§ Task instructions
Reproduce all the data verbatim.

§ Input data
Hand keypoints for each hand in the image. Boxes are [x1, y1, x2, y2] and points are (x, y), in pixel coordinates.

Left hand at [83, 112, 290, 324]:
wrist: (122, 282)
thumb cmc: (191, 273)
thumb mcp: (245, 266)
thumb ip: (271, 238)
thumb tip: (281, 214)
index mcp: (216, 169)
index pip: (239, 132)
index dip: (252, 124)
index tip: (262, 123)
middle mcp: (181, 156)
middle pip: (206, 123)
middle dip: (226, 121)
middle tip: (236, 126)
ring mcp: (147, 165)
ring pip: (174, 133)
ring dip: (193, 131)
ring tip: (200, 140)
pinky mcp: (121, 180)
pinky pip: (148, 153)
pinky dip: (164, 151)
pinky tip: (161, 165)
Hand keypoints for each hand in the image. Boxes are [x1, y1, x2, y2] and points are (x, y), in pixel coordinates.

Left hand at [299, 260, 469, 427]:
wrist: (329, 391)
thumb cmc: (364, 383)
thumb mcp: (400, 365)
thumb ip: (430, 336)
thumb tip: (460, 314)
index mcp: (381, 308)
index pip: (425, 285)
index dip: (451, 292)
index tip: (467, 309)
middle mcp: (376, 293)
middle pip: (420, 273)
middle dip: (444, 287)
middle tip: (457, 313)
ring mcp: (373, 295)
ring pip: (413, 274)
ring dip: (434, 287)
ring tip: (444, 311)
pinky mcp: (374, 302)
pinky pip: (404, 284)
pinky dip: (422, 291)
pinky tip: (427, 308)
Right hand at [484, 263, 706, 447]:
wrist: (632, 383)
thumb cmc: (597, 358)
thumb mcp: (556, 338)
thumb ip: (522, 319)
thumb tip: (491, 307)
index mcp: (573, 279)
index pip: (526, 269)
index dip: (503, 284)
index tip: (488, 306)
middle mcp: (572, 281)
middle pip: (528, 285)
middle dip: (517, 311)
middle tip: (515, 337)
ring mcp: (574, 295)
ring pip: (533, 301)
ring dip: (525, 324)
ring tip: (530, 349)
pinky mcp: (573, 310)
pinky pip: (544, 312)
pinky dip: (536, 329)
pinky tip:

§ Your solution
Hand keypoints for each hand in the image. Boxes are [x1, y1, x2, y2] and points are (x, y), in pixel coordinates.

Left hand at [83, 112, 290, 324]:
wrist: (122, 282)
thumb cmc: (191, 273)
thumb mcp: (245, 266)
thumb ip: (271, 238)
thumb tip: (281, 214)
index mcp: (216, 169)
index pip: (239, 132)
index dip: (252, 124)
index tip: (262, 123)
middle mcp: (181, 156)
middle pip: (206, 123)
middle dip: (226, 121)
middle tip: (236, 126)
ring mcp: (147, 165)
ring pip: (174, 133)
ring dip: (193, 131)
ring tip: (200, 140)
pinky mcp: (121, 180)
pinky pip: (148, 153)
pinky dip: (164, 151)
pinky tip: (161, 165)
Hand keypoints for each hand in the image. Boxes are [x1, y1, x2, y2] and points are (x, y), in pixel coordinates.

Left hand at [299, 260, 469, 427]:
wrist: (329, 391)
thumb cmc: (364, 383)
thumb mcp: (400, 365)
thumb ip: (430, 336)
thumb tip: (460, 314)
index mcp: (381, 308)
index pip: (425, 285)
index dip: (451, 292)
index tip: (467, 309)
middle mcp: (376, 293)
middle pip: (420, 273)
middle dip: (444, 287)
middle tip: (457, 313)
ring mcp: (373, 295)
ring pip: (413, 274)
ring dip: (434, 287)
ring tip: (444, 311)
pinky mcp: (374, 302)
pinky pip: (404, 284)
pinky dip: (422, 291)
pinky tip: (427, 308)
Right hand at [484, 263, 706, 447]:
wrist: (632, 383)
thumb cmc: (597, 358)
thumb mcp: (556, 338)
thumb ip: (522, 319)
thumb tip: (491, 307)
index mcp: (573, 279)
index pip: (526, 269)
index dip: (503, 284)
index tip: (488, 306)
middle mcp: (572, 281)
middle pip: (528, 285)
middle dip: (517, 311)
middle tip: (515, 337)
ring mcp: (574, 295)
ring pip: (533, 301)
ring dip: (525, 324)
ring tip: (530, 349)
pinky mcp: (573, 310)
pinky pip: (544, 312)
pinky dip: (536, 329)
pinky tip:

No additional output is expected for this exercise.